Your assignment: Each line of the listing that includes "Live" should be reported.

----------

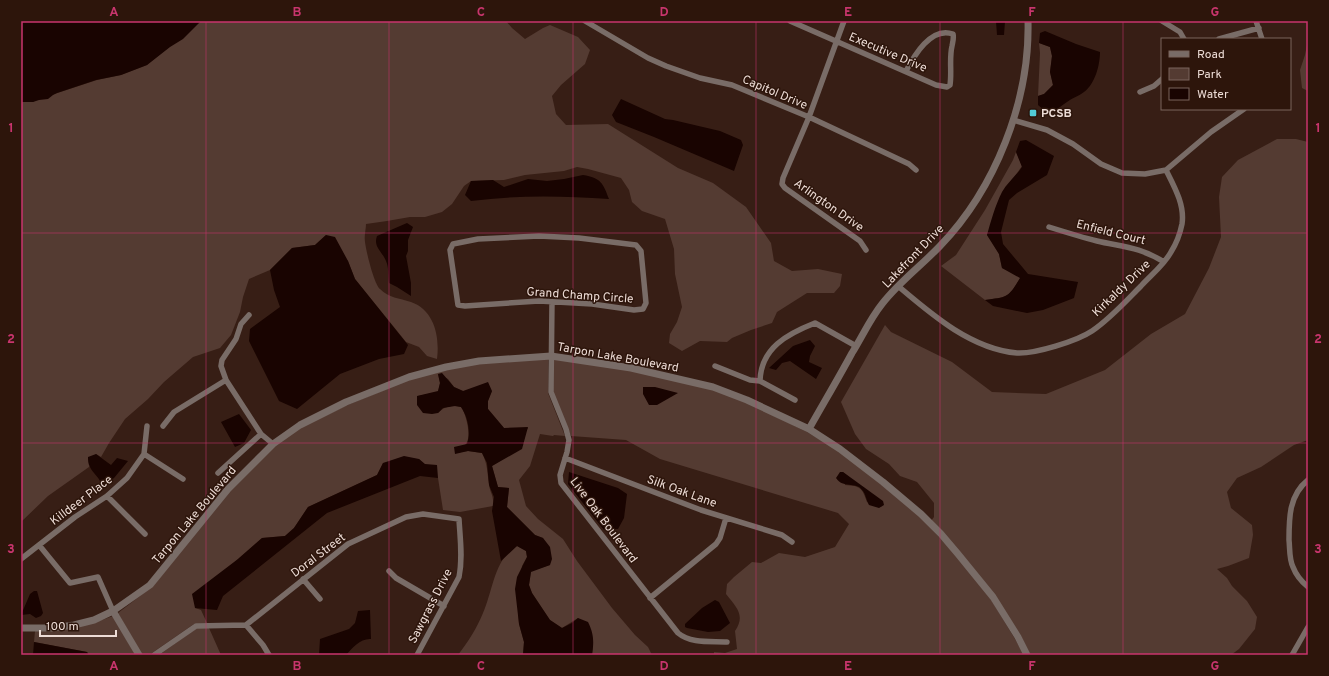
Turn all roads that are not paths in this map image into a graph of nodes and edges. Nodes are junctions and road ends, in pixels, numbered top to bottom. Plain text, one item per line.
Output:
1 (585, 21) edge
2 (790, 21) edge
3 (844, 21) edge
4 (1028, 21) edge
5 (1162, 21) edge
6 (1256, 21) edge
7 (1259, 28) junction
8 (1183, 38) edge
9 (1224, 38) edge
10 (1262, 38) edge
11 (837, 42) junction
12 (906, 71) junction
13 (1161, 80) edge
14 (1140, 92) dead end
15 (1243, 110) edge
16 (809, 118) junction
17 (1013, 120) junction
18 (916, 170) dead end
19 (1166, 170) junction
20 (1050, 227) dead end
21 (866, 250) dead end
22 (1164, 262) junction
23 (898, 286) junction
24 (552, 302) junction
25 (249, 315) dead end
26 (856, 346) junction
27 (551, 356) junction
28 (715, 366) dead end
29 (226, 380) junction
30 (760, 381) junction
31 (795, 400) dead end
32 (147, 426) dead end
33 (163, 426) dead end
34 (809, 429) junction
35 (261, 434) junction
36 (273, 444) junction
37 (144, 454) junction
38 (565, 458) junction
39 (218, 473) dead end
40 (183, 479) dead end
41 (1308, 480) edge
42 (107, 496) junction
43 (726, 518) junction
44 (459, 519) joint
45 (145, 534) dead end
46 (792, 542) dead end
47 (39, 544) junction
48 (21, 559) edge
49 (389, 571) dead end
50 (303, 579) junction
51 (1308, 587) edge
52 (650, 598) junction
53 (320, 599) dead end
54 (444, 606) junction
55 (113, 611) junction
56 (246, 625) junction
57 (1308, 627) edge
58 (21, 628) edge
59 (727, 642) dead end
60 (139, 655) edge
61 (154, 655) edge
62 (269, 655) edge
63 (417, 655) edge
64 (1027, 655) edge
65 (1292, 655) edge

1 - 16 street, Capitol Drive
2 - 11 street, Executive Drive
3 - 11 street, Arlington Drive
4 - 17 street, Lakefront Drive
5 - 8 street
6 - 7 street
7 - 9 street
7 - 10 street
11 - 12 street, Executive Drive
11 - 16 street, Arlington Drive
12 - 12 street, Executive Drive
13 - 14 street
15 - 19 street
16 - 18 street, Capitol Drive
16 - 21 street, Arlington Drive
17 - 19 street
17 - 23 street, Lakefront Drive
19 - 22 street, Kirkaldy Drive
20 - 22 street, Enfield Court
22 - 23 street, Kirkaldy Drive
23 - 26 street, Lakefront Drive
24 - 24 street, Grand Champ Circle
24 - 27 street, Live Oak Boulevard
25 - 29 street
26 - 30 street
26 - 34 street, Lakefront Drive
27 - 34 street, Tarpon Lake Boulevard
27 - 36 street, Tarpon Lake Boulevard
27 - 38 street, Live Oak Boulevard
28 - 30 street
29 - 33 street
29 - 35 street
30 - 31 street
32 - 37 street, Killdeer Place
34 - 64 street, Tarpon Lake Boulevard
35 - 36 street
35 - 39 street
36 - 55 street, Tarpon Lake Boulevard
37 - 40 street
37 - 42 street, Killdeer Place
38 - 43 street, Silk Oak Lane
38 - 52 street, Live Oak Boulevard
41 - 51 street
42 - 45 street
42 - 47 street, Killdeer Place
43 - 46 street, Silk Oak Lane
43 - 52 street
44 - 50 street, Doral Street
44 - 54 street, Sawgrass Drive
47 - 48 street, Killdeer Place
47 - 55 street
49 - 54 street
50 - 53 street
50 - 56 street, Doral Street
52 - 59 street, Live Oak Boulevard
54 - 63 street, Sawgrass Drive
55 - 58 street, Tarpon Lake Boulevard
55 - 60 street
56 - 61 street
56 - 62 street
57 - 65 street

----------

Task solution:
24 - 27 street, Live Oak Boulevard
27 - 38 street, Live Oak Boulevard
38 - 52 street, Live Oak Boulevard
52 - 59 street, Live Oak Boulevard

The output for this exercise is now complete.